MCPs: How to Avoid Security Pitfalls

Hi, thank you for joining. I'm Gil Friedman, field CTO at Backslash Security. Today we're going to talk about MCP security. What should we do before, during, and after we use MCPs? What is MCP? MCP is Model Context Protocol. It's an open standard for connecting LLMs to external tools and data. MCPs connect to our AI assistant. MCPs provide tools, which are all the actions that we can do with the MCPs. These are like our hands and legs.

Why should we care about MCP security? We should care because some of the MCPs can read files, write files, and they have all kind of permissions. Also, they might be exposed to some credentials. Also, they're exposed to some API keys and some files that contain some security context.

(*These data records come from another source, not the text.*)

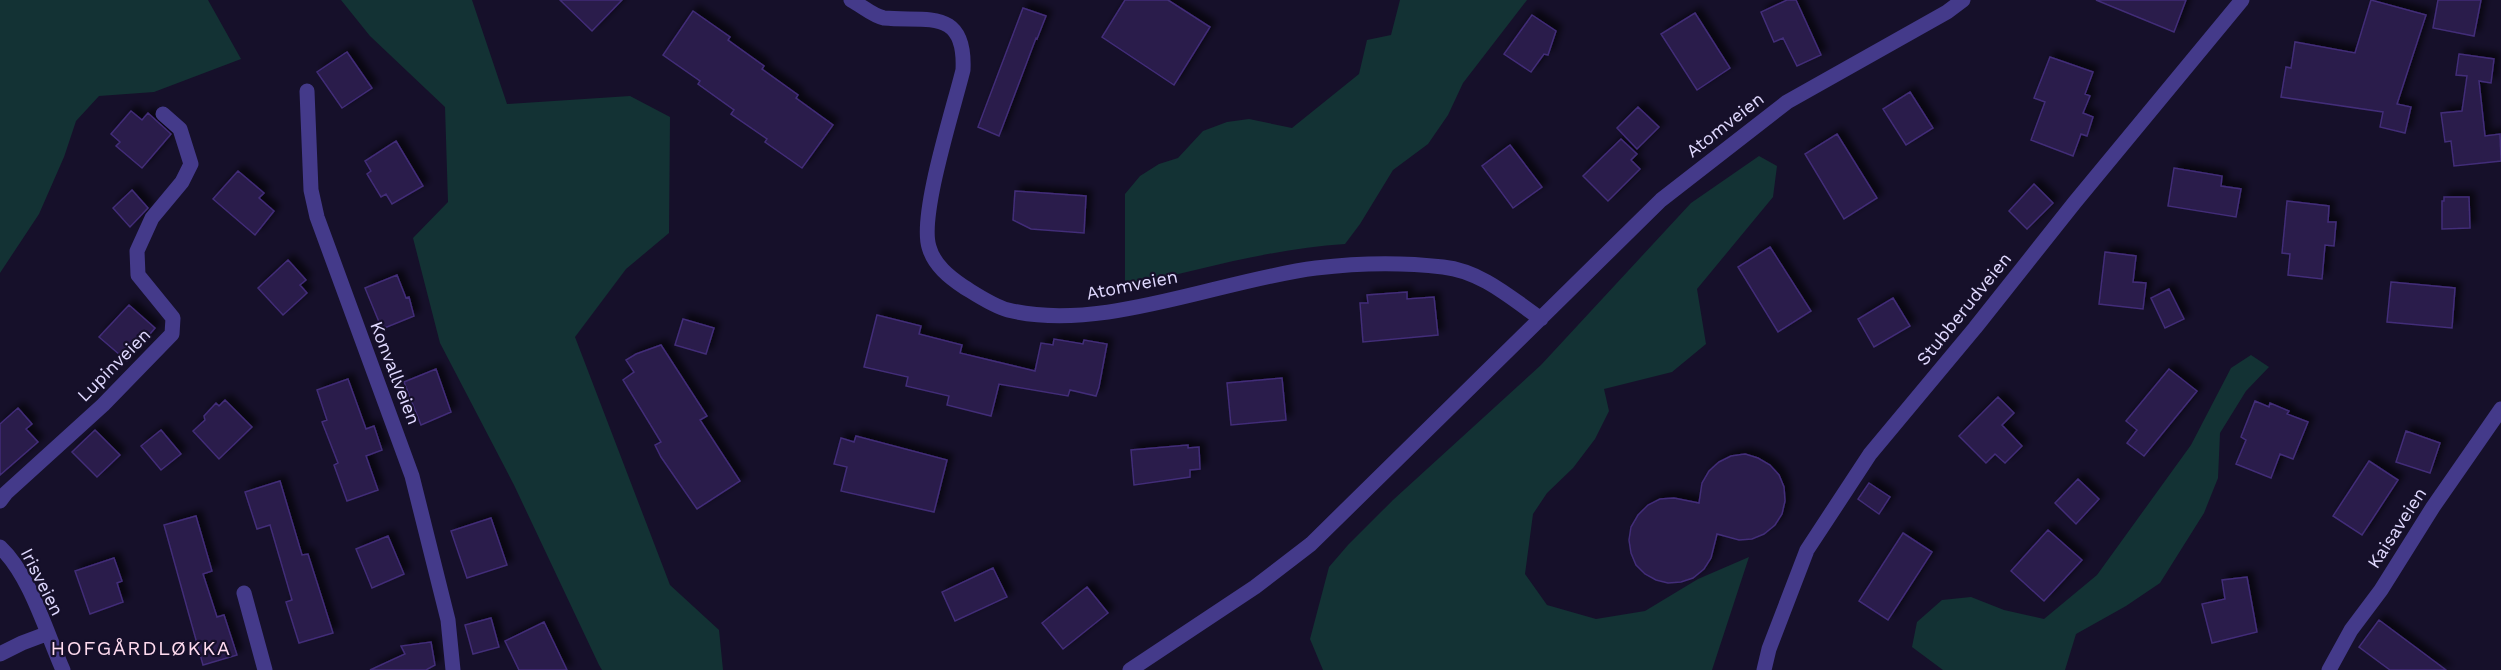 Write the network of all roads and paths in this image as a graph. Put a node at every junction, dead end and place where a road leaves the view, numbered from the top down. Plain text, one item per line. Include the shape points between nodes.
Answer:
1 (851, 0) edge
2 (1962, 0) edge
3 (2242, 0) edge
4 (307, 91) dead end
5 (163, 114) dead end
6 (1541, 319) junction
7 (2501, 409) edge
8 (0, 501) edge
9 (0, 547) edge
10 (244, 593) dead end
11 (46, 634) junction
12 (0, 654) edge
13 (63, 670) edge
14 (265, 670) edge
15 (453, 670) edge
16 (1130, 670) edge
17 (1764, 670) edge
18 (2329, 670) edge

1 - 6 street, Atomveien via 881,18 929,18 956,33 964,50 963,70 932,195 927,223 929,247 945,274 1006,310 1047,316 1098,314 1316,268 1408,264 1473,274
2 - 6 street, Atomveien via 1802,92 1763,119 1661,200
3 - 17 street, Stubberudveien via 1870,454 1808,550
4 - 15 street, Konvallveien via 311,190 317,217 412,476 448,620
5 - 8 street, Lupinveien via 180,129 191,164 182,182 152,218 137,251 138,275 173,318 172,334
6 - 16 street, Atomveien via 1311,544
7 - 18 street, Kaisaveien via 2351,630
9 - 11 street, Irisveien via 29,590
10 - 14 street
11 - 12 street
11 - 13 street, Irisveien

As they also perform some actions, they can be triggered by our model to do things that we don't want them to do. Let's go over the three stages of MCP lifecycle. Before, during, and after.

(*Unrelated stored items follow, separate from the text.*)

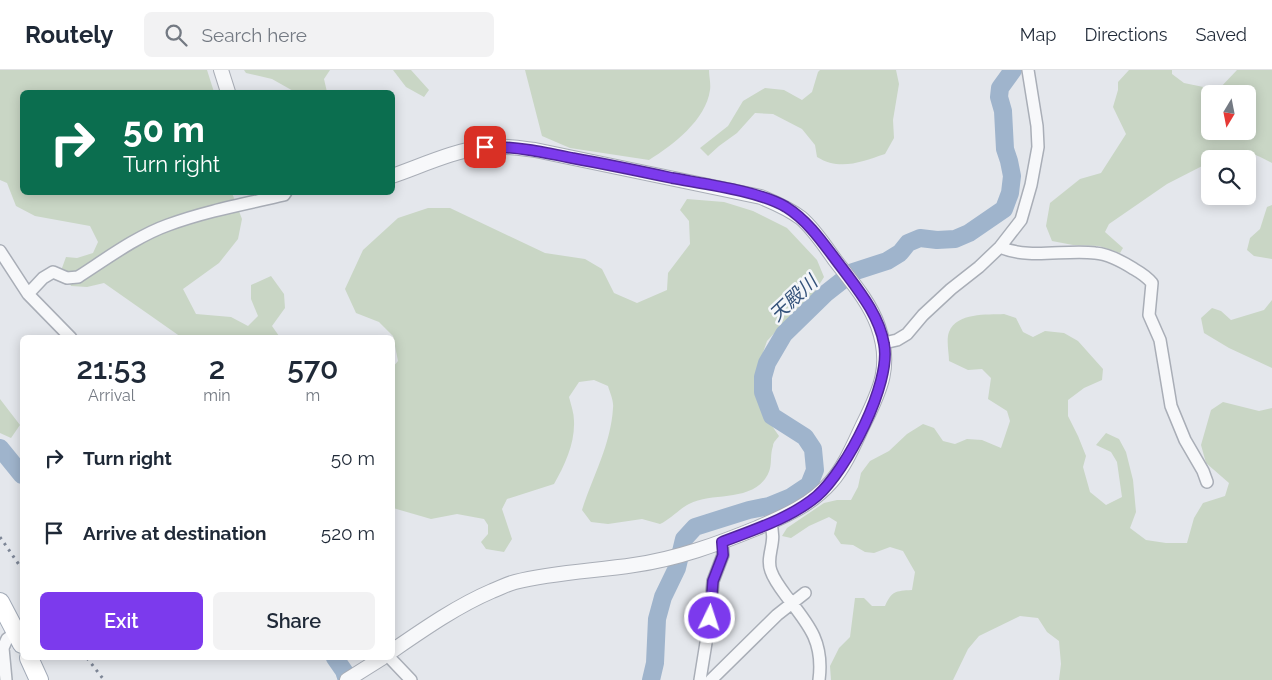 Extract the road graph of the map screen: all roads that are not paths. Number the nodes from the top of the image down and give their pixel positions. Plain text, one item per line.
1 (221, 70) edge
2 (1028, 70) edge
3 (227, 90) edge
4 (395, 175) edge
5 (284, 195) edge
6 (1000, 247) junction
7 (0, 251) edge
8 (28, 294) junction
9 (68, 335) edge
10 (884, 344) junction
11 (1208, 482) dead end
12 (770, 522) junction
13 (722, 542) junction
14 (805, 593) dead end
15 (0, 602) edge
16 (792, 603) junction
17 (20, 638) edge
18 (395, 649) edge
19 (30, 660) edge
20 (379, 660) edge
21 (392, 660) edge
22 (6, 680) edge
23 (39, 680) edge
24 (348, 680) edge
25 (411, 680) edge
26 (700, 680) edge
27 (711, 680) edge
28 (819, 680) edge

1 - 3 street
2 - 6 street
4 - 10 street
5 - 8 street
6 - 10 street
6 - 11 street
7 - 8 street
8 - 9 street
10 - 12 street
12 - 13 street
12 - 16 street
13 - 18 street
13 - 26 street
14 - 16 street
15 - 17 main road
16 - 27 street
16 - 28 street
17 - 22 street
19 - 23 main road
20 - 24 street
21 - 25 street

Before installing an MCP, we need to search for one. MCPs are listed in all kind of websites. First of all, search for the official vendor where they published MCP. Second, check the repo if it's active, well maintained, and with stars. In addition, some of the AI agents' websites, they recommend about MCPs. Please don't use MCPs from random GitHub repos. Check whether the servers are trusted registries. Don't just copy and paste configuration of MCP and copy and paste it to your environment. On local MCPs that you install them on your environment, you should go over the code to check the code, whether there are security risks. You should check the code for any security risk that might have in these specific MCPs. There are some websites like backslash MCP hub, where you can search for an MCP and it provides you the full security risk for these MCPs. When you download the MCP and now you configure it, and now I need to provide the API key for that MCP, we need to generate the API key. For example, GitHub token. Make sure it's just for a specific repo and read-only, if this is the only thing that you would like the MCP to control and interact with this repo. In most or even all the AI agents, there's very important settings that you should check. This is the auto run mode.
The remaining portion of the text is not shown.